Table 2 Univariate and multivariate analyses of the influence of HSV-1 as single pathogen, HSV-1 as co-pathogen, age, BMI, malignant comorbidity, renal comorbidity, respiratory comorbidity and CRB-65 score in patients with mild to moderate community-acquired pneumonia on the outcome modified Hospital Recovery Scale (HRS) within the first 7 days

Discussion

The findings of this study indicate that HSV-1 reactivation is prevalent not only in invasively ventilated COVID-19 patients [4, 9], but also in patients with mild to moderately severe CAP, although to a lesser degree. In the present study, HSV-1, not HSV-2, was detected in sputum of more than 10% of immunocompetent patients with non-severe CAP. Similarly, a prospective investigation conducted over a decade ago in Turin, Italy, involving 237 hospitalized adult patients with respiratory symptoms, new pulmonary infiltrates, or routine follow-up in lung transplant recipients, revealed a high rate of HSV-1 positive BAL specimens (32.1%, 95%CI 26.5–38.3), in contrast to a low rate of HSV-2 positive samples (0.9%, 95%CI 0.3–3.1) [10]. Interestingly, this study did not find any association between immune (transplant) status, comorbidities or age and HSV-1 positivity. These results are consistent with our own research findings, as we were unable to identify specific risk factors for HSV-1 reactivation in CAP. However, in the study by Costa et al., a high viral load ≥ 105 copies/ml was significantly associated with a complicated disease course, including admission to ICU, mechanical ventilation, and 28-day mortality [10]. In our study, an increasing HRS within the first seven days, with includes factors such as hospitalization, oxygen therapy, admission to ICU, mechanically ventilation, and mortality was associated with older age, higher BMI, respiratory comorbidities, and a higher CRB-65 score. But we did not find an association between worse outcome and HSV-1 as single pathogen or co-pathogen. Another recent study from Italy, focusing on 120 critically ill patients with severe COVID-19 pneumonia, reported even higher incidences of HSV reactivation (48% for HSV-1, 2.5% for HSV-2) [9]. In that study, all COVID-19 critically ill patients received systemic corticosteroid therapy following WHO guidelines. In contrast, our study involved less severely ill patients without SARS CoV-2 infection, with a low rate of prior oral glucocorticoid therapy of 6.1%.

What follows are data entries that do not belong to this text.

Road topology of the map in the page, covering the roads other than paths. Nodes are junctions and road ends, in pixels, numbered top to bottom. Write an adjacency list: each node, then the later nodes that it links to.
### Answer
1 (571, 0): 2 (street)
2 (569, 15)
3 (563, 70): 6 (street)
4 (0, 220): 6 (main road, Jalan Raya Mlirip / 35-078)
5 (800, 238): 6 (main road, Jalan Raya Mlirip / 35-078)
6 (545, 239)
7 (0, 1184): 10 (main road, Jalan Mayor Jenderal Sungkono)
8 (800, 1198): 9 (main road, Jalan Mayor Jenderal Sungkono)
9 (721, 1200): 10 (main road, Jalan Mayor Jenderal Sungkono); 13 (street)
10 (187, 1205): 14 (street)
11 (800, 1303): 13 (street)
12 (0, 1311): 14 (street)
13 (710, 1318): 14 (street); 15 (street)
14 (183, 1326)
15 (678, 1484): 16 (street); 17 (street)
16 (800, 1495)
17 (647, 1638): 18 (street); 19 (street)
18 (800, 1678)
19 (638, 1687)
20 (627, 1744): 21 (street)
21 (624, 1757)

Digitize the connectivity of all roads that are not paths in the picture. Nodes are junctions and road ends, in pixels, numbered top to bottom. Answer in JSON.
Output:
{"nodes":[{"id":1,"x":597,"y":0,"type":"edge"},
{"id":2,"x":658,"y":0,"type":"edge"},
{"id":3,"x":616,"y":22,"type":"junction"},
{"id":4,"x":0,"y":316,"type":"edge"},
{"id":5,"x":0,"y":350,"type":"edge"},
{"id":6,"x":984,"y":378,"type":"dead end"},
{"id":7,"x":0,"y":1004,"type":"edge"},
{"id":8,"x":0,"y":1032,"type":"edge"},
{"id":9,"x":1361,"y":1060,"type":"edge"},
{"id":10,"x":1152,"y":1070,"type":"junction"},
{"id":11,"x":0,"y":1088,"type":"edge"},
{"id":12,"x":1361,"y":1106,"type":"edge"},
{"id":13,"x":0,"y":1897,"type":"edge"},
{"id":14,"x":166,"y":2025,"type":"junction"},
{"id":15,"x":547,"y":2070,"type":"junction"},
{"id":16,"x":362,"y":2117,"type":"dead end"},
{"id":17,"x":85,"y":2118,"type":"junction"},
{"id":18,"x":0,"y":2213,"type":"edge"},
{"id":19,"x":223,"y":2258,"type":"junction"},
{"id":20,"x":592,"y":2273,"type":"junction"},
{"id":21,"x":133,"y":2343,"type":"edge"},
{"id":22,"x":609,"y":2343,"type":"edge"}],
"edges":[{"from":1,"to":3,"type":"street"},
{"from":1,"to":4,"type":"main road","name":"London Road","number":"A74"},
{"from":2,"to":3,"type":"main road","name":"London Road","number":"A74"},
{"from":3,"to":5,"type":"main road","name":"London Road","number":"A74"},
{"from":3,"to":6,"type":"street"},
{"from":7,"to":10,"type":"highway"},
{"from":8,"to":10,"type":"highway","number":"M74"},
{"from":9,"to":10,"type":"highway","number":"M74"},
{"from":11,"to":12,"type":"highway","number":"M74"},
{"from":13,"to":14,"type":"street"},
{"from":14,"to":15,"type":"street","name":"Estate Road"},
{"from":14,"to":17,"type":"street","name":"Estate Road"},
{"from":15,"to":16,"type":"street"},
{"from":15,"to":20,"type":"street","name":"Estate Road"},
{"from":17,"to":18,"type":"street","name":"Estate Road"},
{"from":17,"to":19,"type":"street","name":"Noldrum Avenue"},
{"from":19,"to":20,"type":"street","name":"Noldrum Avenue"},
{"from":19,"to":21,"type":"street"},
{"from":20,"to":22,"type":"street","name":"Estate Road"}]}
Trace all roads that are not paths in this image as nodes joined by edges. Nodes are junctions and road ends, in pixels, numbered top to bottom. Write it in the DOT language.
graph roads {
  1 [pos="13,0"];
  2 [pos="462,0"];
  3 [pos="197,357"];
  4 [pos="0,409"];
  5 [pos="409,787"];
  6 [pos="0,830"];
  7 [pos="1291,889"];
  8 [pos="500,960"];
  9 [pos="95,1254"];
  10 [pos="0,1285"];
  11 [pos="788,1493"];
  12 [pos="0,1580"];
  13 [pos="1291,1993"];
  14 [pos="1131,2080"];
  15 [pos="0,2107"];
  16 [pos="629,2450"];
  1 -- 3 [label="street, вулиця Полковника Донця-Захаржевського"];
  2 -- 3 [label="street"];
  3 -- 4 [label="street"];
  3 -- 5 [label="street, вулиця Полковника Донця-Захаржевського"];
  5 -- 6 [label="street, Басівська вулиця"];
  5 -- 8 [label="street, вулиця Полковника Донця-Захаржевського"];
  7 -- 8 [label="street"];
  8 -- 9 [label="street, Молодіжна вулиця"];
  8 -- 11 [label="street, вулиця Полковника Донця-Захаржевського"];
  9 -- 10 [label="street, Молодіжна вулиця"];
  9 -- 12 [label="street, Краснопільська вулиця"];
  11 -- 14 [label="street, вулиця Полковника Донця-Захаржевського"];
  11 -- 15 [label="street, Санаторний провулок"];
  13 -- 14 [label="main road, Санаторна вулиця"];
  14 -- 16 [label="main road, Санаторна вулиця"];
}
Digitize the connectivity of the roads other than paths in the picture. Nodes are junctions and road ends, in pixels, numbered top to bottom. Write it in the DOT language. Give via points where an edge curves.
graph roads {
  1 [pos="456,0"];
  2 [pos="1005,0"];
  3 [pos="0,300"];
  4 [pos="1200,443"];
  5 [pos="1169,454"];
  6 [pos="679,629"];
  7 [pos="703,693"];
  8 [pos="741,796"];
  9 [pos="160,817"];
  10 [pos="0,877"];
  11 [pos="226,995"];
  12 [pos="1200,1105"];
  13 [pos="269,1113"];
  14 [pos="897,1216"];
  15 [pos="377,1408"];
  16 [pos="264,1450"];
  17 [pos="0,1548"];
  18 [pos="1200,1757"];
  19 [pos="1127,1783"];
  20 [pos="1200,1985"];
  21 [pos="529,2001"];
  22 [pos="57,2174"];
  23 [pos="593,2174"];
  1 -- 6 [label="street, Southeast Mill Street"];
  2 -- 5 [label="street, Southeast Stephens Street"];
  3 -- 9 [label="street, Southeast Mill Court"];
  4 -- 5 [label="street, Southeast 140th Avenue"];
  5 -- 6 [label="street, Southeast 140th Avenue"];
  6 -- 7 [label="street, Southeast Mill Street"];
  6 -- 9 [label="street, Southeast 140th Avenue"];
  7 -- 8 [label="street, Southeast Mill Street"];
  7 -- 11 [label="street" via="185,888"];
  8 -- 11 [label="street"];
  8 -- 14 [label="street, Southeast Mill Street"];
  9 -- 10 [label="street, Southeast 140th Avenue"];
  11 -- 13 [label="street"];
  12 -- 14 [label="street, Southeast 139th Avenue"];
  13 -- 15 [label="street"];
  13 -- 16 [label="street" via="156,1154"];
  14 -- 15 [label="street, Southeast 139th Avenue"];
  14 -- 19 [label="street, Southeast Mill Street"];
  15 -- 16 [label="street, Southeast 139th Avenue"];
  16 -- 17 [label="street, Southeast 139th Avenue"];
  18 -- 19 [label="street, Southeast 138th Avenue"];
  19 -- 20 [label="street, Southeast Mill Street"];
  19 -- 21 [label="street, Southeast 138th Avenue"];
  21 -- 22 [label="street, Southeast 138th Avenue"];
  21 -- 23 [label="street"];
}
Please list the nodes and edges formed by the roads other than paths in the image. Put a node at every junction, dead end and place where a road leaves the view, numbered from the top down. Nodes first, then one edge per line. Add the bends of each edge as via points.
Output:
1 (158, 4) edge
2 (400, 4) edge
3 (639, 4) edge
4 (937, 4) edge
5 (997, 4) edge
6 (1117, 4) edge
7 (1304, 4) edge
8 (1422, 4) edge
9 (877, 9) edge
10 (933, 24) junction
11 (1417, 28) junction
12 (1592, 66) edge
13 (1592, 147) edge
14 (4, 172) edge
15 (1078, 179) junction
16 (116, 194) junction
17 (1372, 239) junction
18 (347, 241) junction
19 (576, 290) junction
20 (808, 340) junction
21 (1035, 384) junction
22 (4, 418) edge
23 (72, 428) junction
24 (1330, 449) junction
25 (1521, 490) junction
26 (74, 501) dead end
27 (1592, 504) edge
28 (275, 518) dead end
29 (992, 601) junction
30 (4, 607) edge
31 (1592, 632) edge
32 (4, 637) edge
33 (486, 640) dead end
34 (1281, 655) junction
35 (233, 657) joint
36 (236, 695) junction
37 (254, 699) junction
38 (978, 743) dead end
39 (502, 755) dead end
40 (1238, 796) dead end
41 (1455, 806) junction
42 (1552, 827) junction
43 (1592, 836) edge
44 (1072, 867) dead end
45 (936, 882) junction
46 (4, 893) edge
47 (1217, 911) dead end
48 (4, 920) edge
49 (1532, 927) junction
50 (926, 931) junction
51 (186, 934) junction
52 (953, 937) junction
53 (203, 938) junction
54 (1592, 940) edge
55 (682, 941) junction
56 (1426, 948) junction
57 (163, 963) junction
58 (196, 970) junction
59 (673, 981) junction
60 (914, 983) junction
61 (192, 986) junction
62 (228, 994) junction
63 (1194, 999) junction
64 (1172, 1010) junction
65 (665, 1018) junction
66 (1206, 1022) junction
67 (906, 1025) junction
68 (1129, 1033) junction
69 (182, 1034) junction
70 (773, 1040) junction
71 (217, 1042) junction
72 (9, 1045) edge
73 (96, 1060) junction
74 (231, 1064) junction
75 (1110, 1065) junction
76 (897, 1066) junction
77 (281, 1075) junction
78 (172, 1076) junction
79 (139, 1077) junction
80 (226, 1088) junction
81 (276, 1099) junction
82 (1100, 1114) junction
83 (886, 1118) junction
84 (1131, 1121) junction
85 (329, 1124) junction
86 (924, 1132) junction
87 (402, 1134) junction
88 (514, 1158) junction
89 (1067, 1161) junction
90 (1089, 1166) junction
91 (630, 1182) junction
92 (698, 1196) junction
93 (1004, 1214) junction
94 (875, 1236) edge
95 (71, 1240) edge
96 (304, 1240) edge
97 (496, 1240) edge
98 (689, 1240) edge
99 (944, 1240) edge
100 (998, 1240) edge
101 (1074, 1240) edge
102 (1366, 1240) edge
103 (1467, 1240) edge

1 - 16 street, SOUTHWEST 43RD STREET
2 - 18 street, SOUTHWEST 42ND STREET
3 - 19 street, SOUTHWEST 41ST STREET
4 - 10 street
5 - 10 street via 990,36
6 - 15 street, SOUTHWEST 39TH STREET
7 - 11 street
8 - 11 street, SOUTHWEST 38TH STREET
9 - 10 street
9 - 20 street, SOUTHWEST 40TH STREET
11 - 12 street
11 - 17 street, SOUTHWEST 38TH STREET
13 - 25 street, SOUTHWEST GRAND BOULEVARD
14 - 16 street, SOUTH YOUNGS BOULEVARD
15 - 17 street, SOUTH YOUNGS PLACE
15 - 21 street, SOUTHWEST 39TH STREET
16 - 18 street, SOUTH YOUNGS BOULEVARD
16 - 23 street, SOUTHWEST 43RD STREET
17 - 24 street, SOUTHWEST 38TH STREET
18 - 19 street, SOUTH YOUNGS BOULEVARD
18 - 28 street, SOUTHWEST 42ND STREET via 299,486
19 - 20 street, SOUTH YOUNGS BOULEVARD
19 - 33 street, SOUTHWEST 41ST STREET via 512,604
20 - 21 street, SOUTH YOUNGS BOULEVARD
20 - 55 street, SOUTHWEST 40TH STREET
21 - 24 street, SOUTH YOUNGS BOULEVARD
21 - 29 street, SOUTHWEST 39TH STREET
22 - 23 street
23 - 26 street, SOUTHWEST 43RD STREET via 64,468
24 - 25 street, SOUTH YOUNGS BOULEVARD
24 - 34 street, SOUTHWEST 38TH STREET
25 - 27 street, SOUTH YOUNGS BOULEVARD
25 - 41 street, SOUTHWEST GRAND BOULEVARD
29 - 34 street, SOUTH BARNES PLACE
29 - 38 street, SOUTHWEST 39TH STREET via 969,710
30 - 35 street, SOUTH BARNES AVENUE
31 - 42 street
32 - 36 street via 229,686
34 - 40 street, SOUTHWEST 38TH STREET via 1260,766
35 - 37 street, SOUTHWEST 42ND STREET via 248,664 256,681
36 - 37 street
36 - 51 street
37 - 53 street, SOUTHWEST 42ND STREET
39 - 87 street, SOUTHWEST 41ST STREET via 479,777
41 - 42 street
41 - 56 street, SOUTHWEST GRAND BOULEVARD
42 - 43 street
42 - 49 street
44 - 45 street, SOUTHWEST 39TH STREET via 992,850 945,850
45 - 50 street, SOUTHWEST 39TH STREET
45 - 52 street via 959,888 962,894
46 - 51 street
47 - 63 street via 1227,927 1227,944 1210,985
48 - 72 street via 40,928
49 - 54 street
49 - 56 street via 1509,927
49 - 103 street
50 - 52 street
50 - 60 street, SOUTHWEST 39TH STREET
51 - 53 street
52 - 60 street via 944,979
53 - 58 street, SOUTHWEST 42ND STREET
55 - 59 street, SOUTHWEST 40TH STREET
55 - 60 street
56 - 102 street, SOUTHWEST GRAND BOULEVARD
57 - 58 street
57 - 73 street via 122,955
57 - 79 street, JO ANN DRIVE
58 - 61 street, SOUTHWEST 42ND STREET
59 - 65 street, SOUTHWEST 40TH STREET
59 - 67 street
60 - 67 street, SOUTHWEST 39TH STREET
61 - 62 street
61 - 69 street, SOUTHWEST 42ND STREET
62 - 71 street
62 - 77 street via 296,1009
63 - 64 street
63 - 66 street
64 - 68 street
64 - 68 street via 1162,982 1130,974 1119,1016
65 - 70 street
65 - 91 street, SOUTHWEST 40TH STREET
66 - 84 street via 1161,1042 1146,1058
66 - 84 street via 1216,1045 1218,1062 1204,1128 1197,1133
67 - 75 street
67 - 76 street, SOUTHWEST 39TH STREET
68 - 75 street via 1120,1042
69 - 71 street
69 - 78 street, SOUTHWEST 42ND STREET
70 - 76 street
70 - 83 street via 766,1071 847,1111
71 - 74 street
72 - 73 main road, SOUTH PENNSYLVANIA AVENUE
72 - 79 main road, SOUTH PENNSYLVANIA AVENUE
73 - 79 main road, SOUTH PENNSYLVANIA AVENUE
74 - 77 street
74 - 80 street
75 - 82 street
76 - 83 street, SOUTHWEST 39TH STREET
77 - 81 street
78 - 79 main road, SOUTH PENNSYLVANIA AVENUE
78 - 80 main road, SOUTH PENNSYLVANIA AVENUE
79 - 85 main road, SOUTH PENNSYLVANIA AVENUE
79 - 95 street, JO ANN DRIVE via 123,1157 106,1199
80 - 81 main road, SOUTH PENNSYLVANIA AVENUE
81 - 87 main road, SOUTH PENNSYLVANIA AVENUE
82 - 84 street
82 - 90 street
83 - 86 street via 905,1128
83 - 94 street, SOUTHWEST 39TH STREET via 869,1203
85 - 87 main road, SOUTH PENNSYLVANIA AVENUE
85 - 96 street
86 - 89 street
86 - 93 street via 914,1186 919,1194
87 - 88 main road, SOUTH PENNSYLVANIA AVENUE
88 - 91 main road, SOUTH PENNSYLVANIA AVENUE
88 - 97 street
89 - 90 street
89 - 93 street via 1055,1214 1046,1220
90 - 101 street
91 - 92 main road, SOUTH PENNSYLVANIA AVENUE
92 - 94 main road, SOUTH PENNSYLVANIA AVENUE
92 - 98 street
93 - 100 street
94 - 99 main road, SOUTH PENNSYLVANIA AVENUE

It is important to note that only one case of HSV-positive patient received acyclovir treatment in our study. But it is crucial to emphasize that there are no recommendations for acyclovir therapy in immunocompetent patients with pneumonia, except for long-term mechanically ventilated patients with high HSV-1 viral loads in BAL samples [5].

The present study has a relevant number of limitations including the limited sample size, the use of sputum instead of tracheal aspirate or BAL, and the testing of only one sputum sample per patient without quantifying the viral load. Furthermore, we have not documented the presence of labial herpes, raising the possibility that the detection of HSV in some samples may have originated from facial sources rather than the respiratory tract. Despite these limitations, sputum remains a practical and non-invasive microbiological sample for use in non-critically ill patients, making it a common choice in the clinical settings. Our study aimed to provide a preliminary exploration into the incidence and clinical significance of HSV-1 in CAP. Larger prospective studies utilizing more invasive sampling methods are necessary to validate our findings and further investigate HSV reactivation in this context.